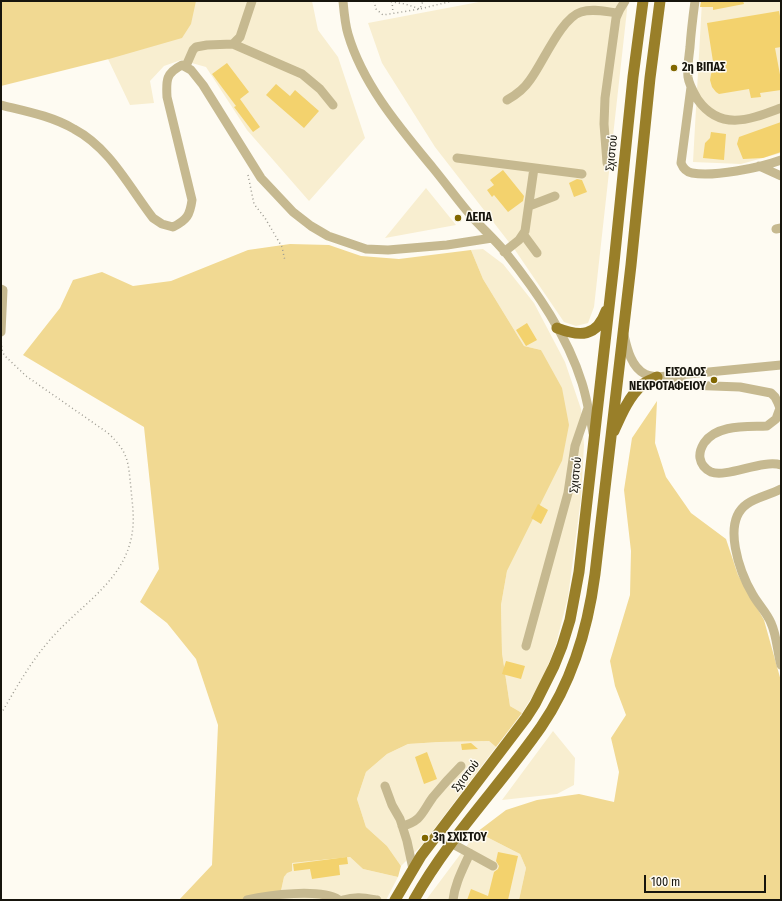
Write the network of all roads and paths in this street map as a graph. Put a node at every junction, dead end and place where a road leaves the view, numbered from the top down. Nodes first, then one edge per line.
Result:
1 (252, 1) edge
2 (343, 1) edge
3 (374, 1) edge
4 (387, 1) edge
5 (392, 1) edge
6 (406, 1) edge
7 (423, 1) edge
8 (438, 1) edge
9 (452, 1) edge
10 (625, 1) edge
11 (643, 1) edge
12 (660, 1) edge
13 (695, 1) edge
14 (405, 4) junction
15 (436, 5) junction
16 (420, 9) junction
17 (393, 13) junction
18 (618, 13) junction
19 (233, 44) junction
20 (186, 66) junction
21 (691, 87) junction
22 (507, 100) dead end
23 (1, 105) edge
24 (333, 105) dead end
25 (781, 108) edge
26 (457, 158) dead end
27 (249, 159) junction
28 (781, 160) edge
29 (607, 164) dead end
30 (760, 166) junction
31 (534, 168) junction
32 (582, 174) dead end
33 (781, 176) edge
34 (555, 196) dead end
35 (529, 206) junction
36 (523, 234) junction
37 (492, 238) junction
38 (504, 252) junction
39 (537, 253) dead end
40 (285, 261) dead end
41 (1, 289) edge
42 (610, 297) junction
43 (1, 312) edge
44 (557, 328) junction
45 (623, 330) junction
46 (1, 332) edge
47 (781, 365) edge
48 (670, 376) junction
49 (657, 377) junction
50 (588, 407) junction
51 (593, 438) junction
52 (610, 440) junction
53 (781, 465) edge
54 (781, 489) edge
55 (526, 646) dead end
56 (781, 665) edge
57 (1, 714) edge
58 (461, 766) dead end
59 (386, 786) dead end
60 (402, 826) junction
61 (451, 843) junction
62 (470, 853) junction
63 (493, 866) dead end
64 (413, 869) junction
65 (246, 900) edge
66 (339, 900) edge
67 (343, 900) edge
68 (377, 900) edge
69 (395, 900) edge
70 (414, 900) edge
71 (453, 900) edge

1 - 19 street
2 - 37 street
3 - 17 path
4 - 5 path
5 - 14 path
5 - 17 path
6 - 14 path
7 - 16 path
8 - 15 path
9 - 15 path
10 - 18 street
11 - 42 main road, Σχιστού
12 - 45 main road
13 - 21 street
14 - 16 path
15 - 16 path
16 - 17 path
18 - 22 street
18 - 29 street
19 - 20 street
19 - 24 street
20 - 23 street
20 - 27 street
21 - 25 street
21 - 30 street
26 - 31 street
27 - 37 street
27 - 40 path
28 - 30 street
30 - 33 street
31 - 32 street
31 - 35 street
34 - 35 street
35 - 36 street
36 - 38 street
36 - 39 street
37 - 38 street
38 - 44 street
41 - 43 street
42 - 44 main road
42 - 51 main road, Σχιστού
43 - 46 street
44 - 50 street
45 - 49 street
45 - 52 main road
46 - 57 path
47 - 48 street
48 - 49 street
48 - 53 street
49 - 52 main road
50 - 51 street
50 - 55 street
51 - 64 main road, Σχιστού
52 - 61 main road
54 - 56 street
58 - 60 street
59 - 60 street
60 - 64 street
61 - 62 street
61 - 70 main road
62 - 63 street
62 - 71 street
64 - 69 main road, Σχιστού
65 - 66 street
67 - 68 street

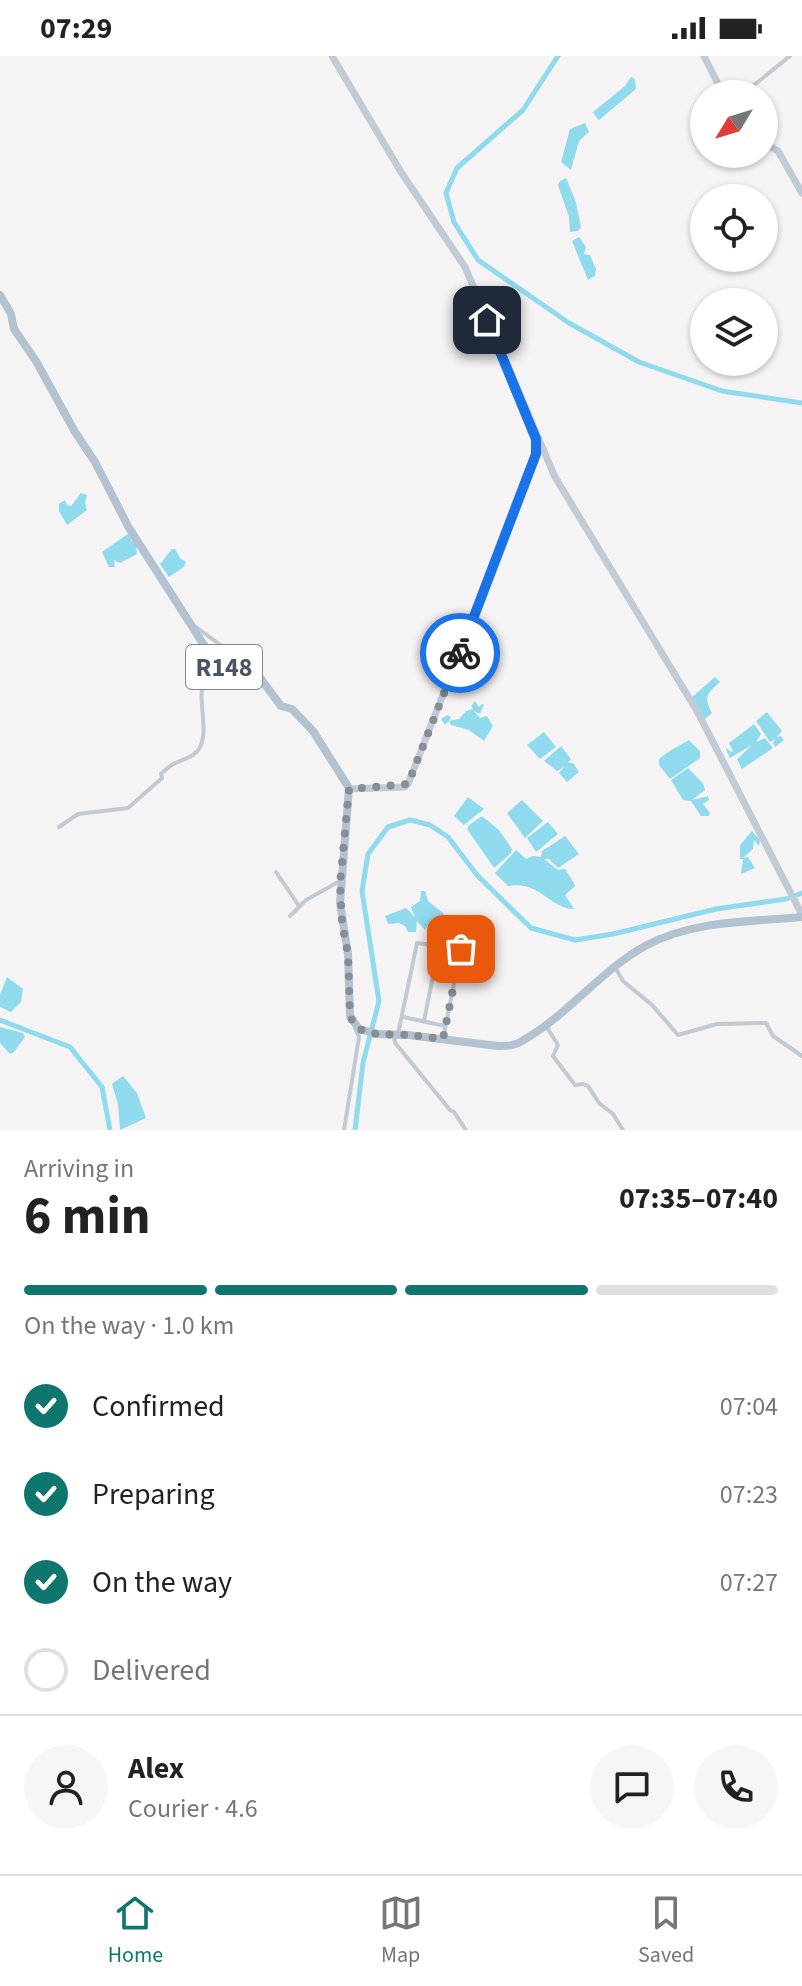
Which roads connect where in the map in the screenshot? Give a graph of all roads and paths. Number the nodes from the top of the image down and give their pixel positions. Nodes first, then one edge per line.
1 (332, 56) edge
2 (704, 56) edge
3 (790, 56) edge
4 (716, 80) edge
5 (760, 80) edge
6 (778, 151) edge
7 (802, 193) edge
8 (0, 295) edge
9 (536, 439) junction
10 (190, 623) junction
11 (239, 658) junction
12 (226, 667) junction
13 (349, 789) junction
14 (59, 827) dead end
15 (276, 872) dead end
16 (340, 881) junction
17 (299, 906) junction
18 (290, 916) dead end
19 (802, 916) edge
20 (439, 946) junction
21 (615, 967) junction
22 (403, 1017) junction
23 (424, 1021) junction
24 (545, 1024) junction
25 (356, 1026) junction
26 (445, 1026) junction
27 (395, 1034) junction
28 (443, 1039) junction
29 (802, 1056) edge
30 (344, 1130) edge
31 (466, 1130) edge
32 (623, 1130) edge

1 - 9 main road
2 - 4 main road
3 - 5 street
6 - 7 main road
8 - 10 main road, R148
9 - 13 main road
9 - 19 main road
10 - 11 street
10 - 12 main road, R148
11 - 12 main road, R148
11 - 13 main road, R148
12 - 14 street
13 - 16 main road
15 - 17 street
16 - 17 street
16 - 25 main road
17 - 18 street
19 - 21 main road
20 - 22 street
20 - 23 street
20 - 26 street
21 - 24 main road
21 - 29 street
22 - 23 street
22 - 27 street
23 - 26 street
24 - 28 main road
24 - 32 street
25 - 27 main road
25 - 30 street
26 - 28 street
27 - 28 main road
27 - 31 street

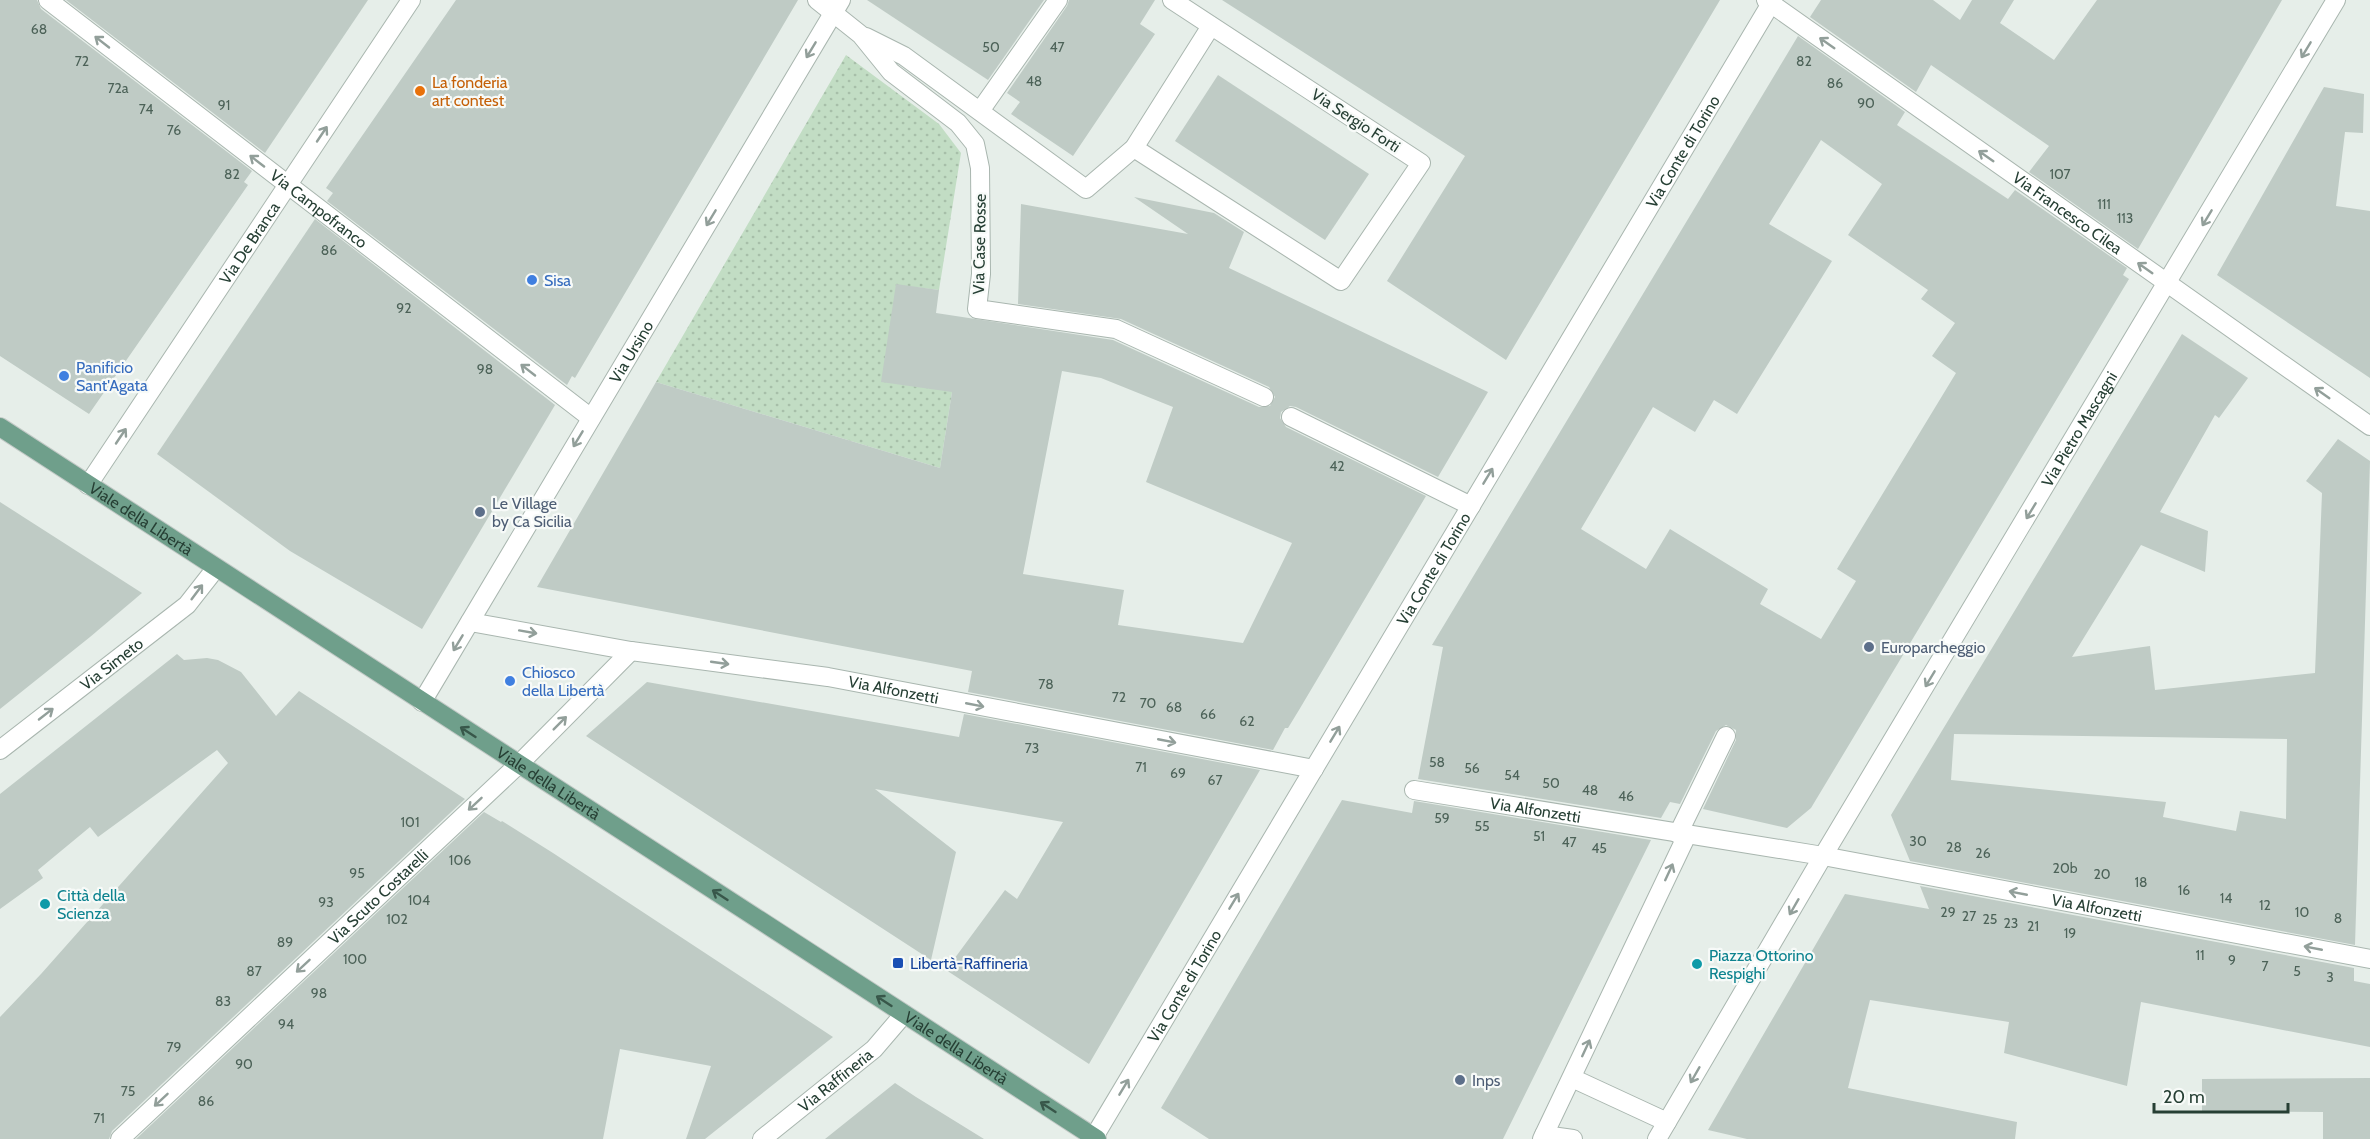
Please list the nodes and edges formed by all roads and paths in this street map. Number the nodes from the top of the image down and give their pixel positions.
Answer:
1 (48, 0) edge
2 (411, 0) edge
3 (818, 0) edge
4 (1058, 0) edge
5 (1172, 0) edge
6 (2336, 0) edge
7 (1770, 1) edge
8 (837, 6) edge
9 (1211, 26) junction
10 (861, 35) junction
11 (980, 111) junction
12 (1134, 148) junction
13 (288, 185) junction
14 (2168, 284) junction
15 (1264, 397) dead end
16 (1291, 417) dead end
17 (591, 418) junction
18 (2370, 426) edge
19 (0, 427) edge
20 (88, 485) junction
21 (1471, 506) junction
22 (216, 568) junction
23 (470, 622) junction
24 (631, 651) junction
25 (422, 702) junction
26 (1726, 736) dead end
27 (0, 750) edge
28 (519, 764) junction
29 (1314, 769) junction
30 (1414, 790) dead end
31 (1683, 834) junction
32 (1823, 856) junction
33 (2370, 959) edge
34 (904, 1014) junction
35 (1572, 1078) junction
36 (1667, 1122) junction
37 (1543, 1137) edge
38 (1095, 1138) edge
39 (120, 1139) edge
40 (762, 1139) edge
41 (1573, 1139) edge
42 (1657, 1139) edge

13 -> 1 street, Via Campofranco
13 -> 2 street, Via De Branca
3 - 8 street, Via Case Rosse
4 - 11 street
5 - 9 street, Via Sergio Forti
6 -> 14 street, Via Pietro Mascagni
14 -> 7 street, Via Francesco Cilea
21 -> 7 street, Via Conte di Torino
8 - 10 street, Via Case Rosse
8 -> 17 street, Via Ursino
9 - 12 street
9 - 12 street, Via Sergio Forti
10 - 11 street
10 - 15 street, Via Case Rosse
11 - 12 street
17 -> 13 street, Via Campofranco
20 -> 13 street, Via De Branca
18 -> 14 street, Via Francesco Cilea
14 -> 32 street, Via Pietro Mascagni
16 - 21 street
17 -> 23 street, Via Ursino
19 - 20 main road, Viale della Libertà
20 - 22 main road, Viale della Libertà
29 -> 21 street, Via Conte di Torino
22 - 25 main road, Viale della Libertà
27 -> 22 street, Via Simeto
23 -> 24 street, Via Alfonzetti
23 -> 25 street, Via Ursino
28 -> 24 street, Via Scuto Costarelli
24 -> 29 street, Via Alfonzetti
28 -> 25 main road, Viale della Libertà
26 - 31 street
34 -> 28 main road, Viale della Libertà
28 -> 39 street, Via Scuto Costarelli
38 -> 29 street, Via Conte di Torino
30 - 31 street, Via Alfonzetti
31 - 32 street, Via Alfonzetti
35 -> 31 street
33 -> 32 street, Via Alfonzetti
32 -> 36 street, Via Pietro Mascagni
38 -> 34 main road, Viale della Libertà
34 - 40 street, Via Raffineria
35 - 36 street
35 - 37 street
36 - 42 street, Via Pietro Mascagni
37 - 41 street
================================
• _REQUIRED ACTION_:
The reply should hold every record, unchanged, and no pictures.

• _TASK ANSWER_:
Write the network of all roads and paths in this street map as a graph. Put a node at every junction, dead end and place where a road leaves the view, numbered from the top down. Nodes first, then one edge per line.
Result:
1 (252, 1) edge
2 (343, 1) edge
3 (374, 1) edge
4 (387, 1) edge
5 (392, 1) edge
6 (406, 1) edge
7 (423, 1) edge
8 (438, 1) edge
9 (452, 1) edge
10 (625, 1) edge
11 (643, 1) edge
12 (660, 1) edge
13 (695, 1) edge
14 (405, 4) junction
15 (436, 5) junction
16 (420, 9) junction
17 (393, 13) junction
18 (618, 13) junction
19 (233, 44) junction
20 (186, 66) junction
21 (691, 87) junction
22 (507, 100) dead end
23 (1, 105) edge
24 (333, 105) dead end
25 (781, 108) edge
26 (457, 158) dead end
27 (249, 159) junction
28 (781, 160) edge
29 (607, 164) dead end
30 (760, 166) junction
31 (534, 168) junction
32 (582, 174) dead end
33 (781, 176) edge
34 (555, 196) dead end
35 (529, 206) junction
36 (523, 234) junction
37 (492, 238) junction
38 (504, 252) junction
39 (537, 253) dead end
40 (285, 261) dead end
41 (1, 289) edge
42 (610, 297) junction
43 (1, 312) edge
44 (557, 328) junction
45 (623, 330) junction
46 (1, 332) edge
47 (781, 365) edge
48 (670, 376) junction
49 (657, 377) junction
50 (588, 407) junction
51 (593, 438) junction
52 (610, 440) junction
53 (781, 465) edge
54 (781, 489) edge
55 (526, 646) dead end
56 (781, 665) edge
57 (1, 714) edge
58 (461, 766) dead end
59 (386, 786) dead end
60 (402, 826) junction
61 (451, 843) junction
62 (470, 853) junction
63 (493, 866) dead end
64 (413, 869) junction
65 (246, 900) edge
66 (339, 900) edge
67 (343, 900) edge
68 (377, 900) edge
69 (395, 900) edge
70 (414, 900) edge
71 (453, 900) edge

1 - 19 street
2 - 37 street
3 - 17 path
4 - 5 path
5 - 14 path
5 - 17 path
6 - 14 path
7 - 16 path
8 - 15 path
9 - 15 path
10 - 18 street
11 - 42 main road, Σχιστού
12 - 45 main road
13 - 21 street
14 - 16 path
15 - 16 path
16 - 17 path
18 - 22 street
18 - 29 street
19 - 20 street
19 - 24 street
20 - 23 street
20 - 27 street
21 - 25 street
21 - 30 street
26 - 31 street
27 - 37 street
27 - 40 path
28 - 30 street
30 - 33 street
31 - 32 street
31 - 35 street
34 - 35 street
35 - 36 street
36 - 38 street
36 - 39 street
37 - 38 street
38 - 44 street
41 - 43 street
42 - 44 main road
42 - 51 main road, Σχιστού
43 - 46 street
44 - 50 street
45 - 49 street
45 - 52 main road
46 - 57 path
47 - 48 street
48 - 49 street
48 - 53 street
49 - 52 main road
50 - 51 street
50 - 55 street
51 - 64 main road, Σχιστού
52 - 61 main road
54 - 56 street
58 - 60 street
59 - 60 street
60 - 64 street
61 - 62 street
61 - 70 main road
62 - 63 street
62 - 71 street
64 - 69 main road, Σχιστού
65 - 66 street
67 - 68 street

Which roads connect where in the map in the screenshot? Give a graph of all roads and paths. Number the nodes from the top of the image down and give their pixel positions. Nodes first, then one edge per line.
1 (332, 56) edge
2 (704, 56) edge
3 (790, 56) edge
4 (716, 80) edge
5 (760, 80) edge
6 (778, 151) edge
7 (802, 193) edge
8 (0, 295) edge
9 (536, 439) junction
10 (190, 623) junction
11 (239, 658) junction
12 (226, 667) junction
13 (349, 789) junction
14 (59, 827) dead end
15 (276, 872) dead end
16 (340, 881) junction
17 (299, 906) junction
18 (290, 916) dead end
19 (802, 916) edge
20 (439, 946) junction
21 (615, 967) junction
22 (403, 1017) junction
23 (424, 1021) junction
24 (545, 1024) junction
25 (356, 1026) junction
26 (445, 1026) junction
27 (395, 1034) junction
28 (443, 1039) junction
29 (802, 1056) edge
30 (344, 1130) edge
31 (466, 1130) edge
32 (623, 1130) edge

1 - 9 main road
2 - 4 main road
3 - 5 street
6 - 7 main road
8 - 10 main road, R148
9 - 13 main road
9 - 19 main road
10 - 11 street
10 - 12 main road, R148
11 - 12 main road, R148
11 - 13 main road, R148
12 - 14 street
13 - 16 main road
15 - 17 street
16 - 17 street
16 - 25 main road
17 - 18 street
19 - 21 main road
20 - 22 street
20 - 23 street
20 - 26 street
21 - 24 main road
21 - 29 street
22 - 23 street
22 - 27 street
23 - 26 street
24 - 28 main road
24 - 32 street
25 - 27 main road
25 - 30 street
26 - 28 street
27 - 28 main road
27 - 31 street

Please list the nodes and edges formed by all roads and paths in this street map. Number the nodes from the top of the image down and give their pixel positions.
Answer:
1 (48, 0) edge
2 (411, 0) edge
3 (818, 0) edge
4 (1058, 0) edge
5 (1172, 0) edge
6 (2336, 0) edge
7 (1770, 1) edge
8 (837, 6) edge
9 (1211, 26) junction
10 (861, 35) junction
11 (980, 111) junction
12 (1134, 148) junction
13 (288, 185) junction
14 (2168, 284) junction
15 (1264, 397) dead end
16 (1291, 417) dead end
17 (591, 418) junction
18 (2370, 426) edge
19 (0, 427) edge
20 (88, 485) junction
21 (1471, 506) junction
22 (216, 568) junction
23 (470, 622) junction
24 (631, 651) junction
25 (422, 702) junction
26 (1726, 736) dead end
27 (0, 750) edge
28 (519, 764) junction
29 (1314, 769) junction
30 (1414, 790) dead end
31 (1683, 834) junction
32 (1823, 856) junction
33 (2370, 959) edge
34 (904, 1014) junction
35 (1572, 1078) junction
36 (1667, 1122) junction
37 (1543, 1137) edge
38 (1095, 1138) edge
39 (120, 1139) edge
40 (762, 1139) edge
41 (1573, 1139) edge
42 (1657, 1139) edge

13 -> 1 street, Via Campofranco
13 -> 2 street, Via De Branca
3 - 8 street, Via Case Rosse
4 - 11 street
5 - 9 street, Via Sergio Forti
6 -> 14 street, Via Pietro Mascagni
14 -> 7 street, Via Francesco Cilea
21 -> 7 street, Via Conte di Torino
8 - 10 street, Via Case Rosse
8 -> 17 street, Via Ursino
9 - 12 street
9 - 12 street, Via Sergio Forti
10 - 11 street
10 - 15 street, Via Case Rosse
11 - 12 street
17 -> 13 street, Via Campofranco
20 -> 13 street, Via De Branca
18 -> 14 street, Via Francesco Cilea
14 -> 32 street, Via Pietro Mascagni
16 - 21 street
17 -> 23 street, Via Ursino
19 - 20 main road, Viale della Libertà
20 - 22 main road, Viale della Libertà
29 -> 21 street, Via Conte di Torino
22 - 25 main road, Viale della Libertà
27 -> 22 street, Via Simeto
23 -> 24 street, Via Alfonzetti
23 -> 25 street, Via Ursino
28 -> 24 street, Via Scuto Costarelli
24 -> 29 street, Via Alfonzetti
28 -> 25 main road, Viale della Libertà
26 - 31 street
34 -> 28 main road, Viale della Libertà
28 -> 39 street, Via Scuto Costarelli
38 -> 29 street, Via Conte di Torino
30 - 31 street, Via Alfonzetti
31 - 32 street, Via Alfonzetti
35 -> 31 street
33 -> 32 street, Via Alfonzetti
32 -> 36 street, Via Pietro Mascagni
38 -> 34 main road, Viale della Libertà
34 - 40 street, Via Raffineria
35 - 36 street
35 - 37 street
36 - 42 street, Via Pietro Mascagni
37 - 41 street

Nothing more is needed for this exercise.